Doomed Planet

Melbourne’s nuclear non-debate

Should Australia embrace nuclear power? 

On Thursday, 4th March 2010 a debate on the need for nuclear power in Australia was held at the Melbourne Town Hall. Intelligence2 was the sponsor with your ABC and The Age as “media partners”. The debate could be best described by analogy to insurance claims for the collision between two apparently stationary cars. Each side came possessed of its own facts and was reluctant to share any of them with the opposing side. 

Those for nuclear power were led by Dr James Hansen, head of the Goddard Institute for Space Science in New York. Hansen was introduced as the godfather of climate change and there were similarities with the Soprano family as he threatened us all with Armageddon unless we changed our ways. He lamented the widening difference of opinion of scientists from the general public due to a hoax just as the science was crystallising. The solution was to embrace fourth generation nuclear power plants that would wander the earth leaving few radioactive trails. In the mean time a carbon tax rather than a cap-and-trade system should be introduced with the tax being returned to the public although how this would provide an incentive to change behaviour was not clear. 

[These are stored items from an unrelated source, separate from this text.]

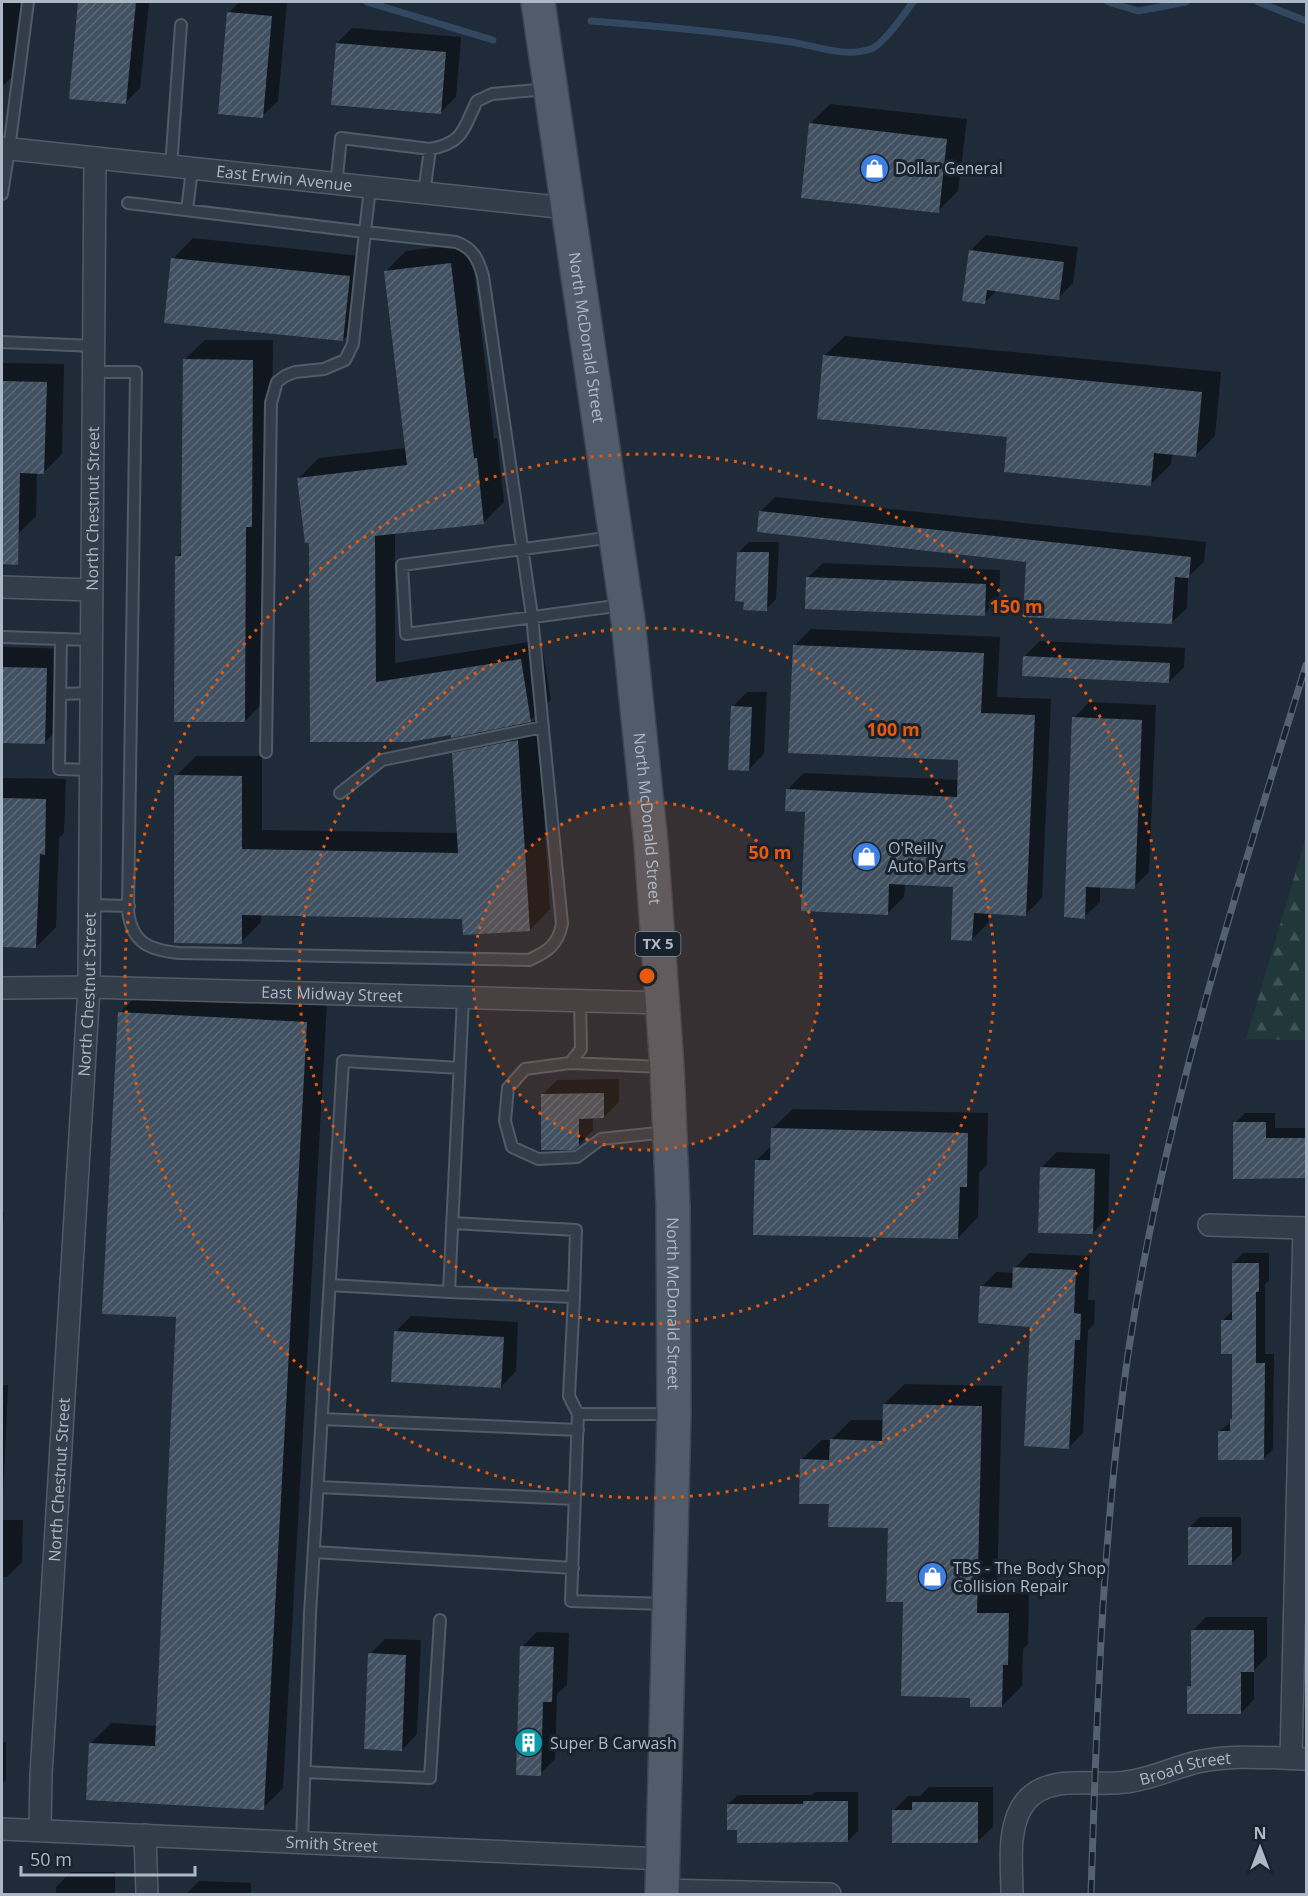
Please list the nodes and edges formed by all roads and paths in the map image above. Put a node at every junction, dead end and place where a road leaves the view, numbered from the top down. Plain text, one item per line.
1 (28, 2) edge
2 (538, 2) edge
3 (181, 25) dead end
4 (550, 89) junction
5 (5, 149) edge
6 (430, 150) junction
7 (95, 158) junction
8 (182, 168) junction
9 (336, 185) junction
10 (370, 188) junction
11 (2, 194) edge
12 (424, 194) junction
13 (128, 203) dead end
14 (567, 208) junction
15 (188, 210) junction
16 (365, 232) junction
17 (2, 342) edge
18 (94, 346) junction
19 (93, 372) junction
20 (617, 536) junction
21 (523, 549) junction
22 (2, 587) edge
23 (92, 590) junction
24 (626, 605) junction
25 (532, 616) junction
26 (2, 637) edge
27 (61, 639) junction
28 (92, 640) junction
29 (91, 693) junction
30 (60, 694) junction
31 (543, 727) junction
32 (266, 752) dead end
33 (90, 770) junction
34 (340, 793) dead end
35 (88, 905) junction
36 (129, 906) junction
37 (89, 987) junction
38 (2, 988) edge
39 (463, 999) junction
40 (580, 1001) junction
41 (662, 1003) junction
42 (570, 1063) junction
43 (667, 1067) junction
44 (459, 1068) junction
45 (671, 1132) junction
46 (452, 1223) junction
47 (1209, 1225) dead end
48 (1305, 1228) edge
49 (330, 1285) junction
50 (449, 1292) junction
51 (574, 1297) junction
52 (578, 1414) junction
53 (674, 1414) junction
54 (322, 1419) junction
55 (578, 1430) junction
56 (318, 1487) junction
57 (575, 1499) junction
58 (314, 1552) junction
59 (573, 1568) junction
60 (669, 1604) junction
61 (440, 1620) dead end
62 (1299, 1759) edge
63 (304, 1772) junction
64 (2, 1829) edge
65 (40, 1830) junction
66 (145, 1835) junction
67 (302, 1842) junction
68 (662, 1881) edge
69 (147, 1894) edge
70 (766, 1894) edge
71 (830, 1894) edge
72 (1012, 1894) edge

1 - 5 lane
2 - 4 main road, North McDonald Street / TX 5
3 - 8 lane
4 - 6 lane
4 - 14 main road, North McDonald Street / TX 5
5 - 7 street, East Erwin Avenue
5 - 11 lane
6 - 9 lane
6 - 12 lane
7 - 8 street, East Erwin Avenue
7 - 18 street, North Chestnut Street
8 - 9 street, East Erwin Avenue
8 - 15 lane
9 - 10 street, East Erwin Avenue
10 - 12 street, East Erwin Avenue
10 - 16 lane
12 - 14 street, East Erwin Avenue
13 - 15 lane
14 - 20 main road, North McDonald Street / TX 5
15 - 16 lane
16 - 21 lane
16 - 32 lane
17 - 18 lane
18 - 19 street, North Chestnut Street
19 - 23 street, North Chestnut Street
19 - 36 lane
20 - 21 lane
20 - 24 main road, North McDonald Street / TX 5
21 - 25 lane
21 - 25 lane
22 - 23 street
23 - 28 street, North Chestnut Street
24 - 25 lane
24 - 41 main road, North McDonald Street / TX 5
25 - 31 lane
26 - 27 lane
27 - 28 lane
27 - 30 lane
28 - 29 street, North Chestnut Street
29 - 30 lane
29 - 33 street, North Chestnut Street
30 - 33 lane
31 - 34 lane
31 - 36 lane
33 - 35 street, North Chestnut Street
35 - 36 lane
35 - 37 street, North Chestnut Street
37 - 38 street, East Midway Street
37 - 39 street, East Midway Street
37 - 65 street, North Chestnut Street
39 - 40 street, East Midway Street
39 - 44 lane
40 - 41 street, East Midway Street
40 - 42 lane
41 - 43 main road, North McDonald Street / TX 5
42 - 43 lane
42 - 45 lane
43 - 45 main road, North McDonald Street / TX 5
44 - 46 lane
44 - 49 lane
45 - 53 main road, North McDonald Street / TX 5
46 - 50 lane
46 - 51 lane
47 - 48 street
48 - 62 street
49 - 50 lane
49 - 54 lane
50 - 51 lane
51 - 52 lane
52 - 53 lane
52 - 55 lane
53 - 60 main road, North McDonald Street / TX 5
54 - 55 lane
54 - 56 lane
55 - 57 lane
56 - 57 lane
56 - 58 lane
57 - 59 lane
58 - 59 lane
58 - 63 lane
59 - 60 lane
60 - 68 main road, North McDonald Street / TX 5
61 - 63 lane
62 - 72 street, Broad Street
63 - 67 lane
64 - 65 street, Smith Street
65 - 66 street, Smith Street
66 - 67 street, Smith Street
66 - 69 street
67 - 68 street, Smith Street
68 - 70 street, Smith Street
70 - 71 street, Smith Street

Molly Harriss Olson led for those against nuclear power. During the Clinton presidency she was the founding Director of the President’s Council on Sustainable Development. She may be a disciple of Dr Helen Caldicott as she dismissed nuclear power as expensive, dangerous and not necessary. Further it was unreliable. Her example was the reduced reactor power output during the last hot European summer where river water temperatures rose thus reducing the available water cooling. Even water cooled coal burning plants would have suffered the same fate! However it was a good selective fact. Catastrophic accidents and no long term solution to waste disposal rounded off the dismissal of nuclear power. 

Dr Erica Smyth, a director of the Australian Nuclear Science and Technology Organisation (ANSTO), then explained how as we moved to electric cars we would need to charge our batteries from nuclear electricity. At the same time we could drink water from nuclear powered desalination plants. All this needed base load power that could only come from coal, gas or nuclear power plants. 

Dr Mark Diesendorf, Deputy Director of the Institute for Environmental Studies at the University of New South Wales immediately contradicted this and dismissed Dr Hansen’s reactor story as unrealisable inside thirty years. This was probably a serious underestimate. Dr Diesendorf suggested a future of 40% renewable energy by 2020 and, if we got stuck into it, 80% by 2030. Along with this were fabulous export opportunities. Liquid hydrogen would be shipped world wide along with methanol. It seemed as sensible as CO2 being shipped from Italy to Australia in bottles of sparkling mineral water. Perhaps branding Australian “isotope-lite” hydrogen would do it. 

Dr Ziggy Switkowski, Chair of ANSTO, gave the most boring summing up as he had more facts than anyone else. He simply pointed out the countries using and building reactors, the cost basis for so doing and the need for the nuclear option with the uncertainty of projects such as geosequestration of CO2 so beloved of our Prime Minister and a Mr Garnaut. 

Dr Jim Green of Friends of the Earth dismissed all of the examples quoted by the other side and pointed to the dangers of nuclear weapon proliferation. No country should be trusted and even Australia, in simpler times, had toyed with the idea of developing nuclear weapons. The disposal of wastes, either mine tailings or spent fuel rods, was the other great unsolved problem. 

There was no real discussion or analysis of the issues surrounding the use of nuclear power. There are in fact technical solutions to the issues raised by opponents of the use of nuclear power. Proliferation has no clear solution. The worry is not so much a rogue state, unless they are intending state suicide or martyrdom, but more the terrorist use of nuclear material. 

This had taken about one hour of patient listening from an audience of 1200. The moderator then opened the debate to the floor after announcing that the entrance vote was 35% for nuclear, 27% against with the balance undecided. The composition of the audience was intriguing. It seemed to follow the definition, due to Private Eye, that an environmental crisis is a meeting of a lot of men with beards. However the audience was well balanced gender-wise so the definition should be changed to people with rucksacks. There were many more speakers wanting to oppose nuclear power but the moderator balanced those for the motion with those against. There were no stunning contributions from the floor and after 30 minutes the debaters were invited to respond while a fresh vote from the audience was counted. 

The best response came from Dr Hansen who quietly said that more people had been killed by ice flying off wind turbine blades than from nuclear accidents. Dr Diesendorf introduced a new class of “denier”, the “renewable energy denier”. These points just about sum up the clash of ideas from the “theoreticians” of energy. 

The moderator then announced the results of the closing vote, 38% in favour, 59% against and 3% bemused. It came as a surprise to the writer that so many were in favour of nuclear power as the audience was self selected having had to buy $30 tickets. On the way out near the Town Hall steps a rebel group of anti-nuclear campaigners had a large inflated white elephant! It may spring a leak sometime soon.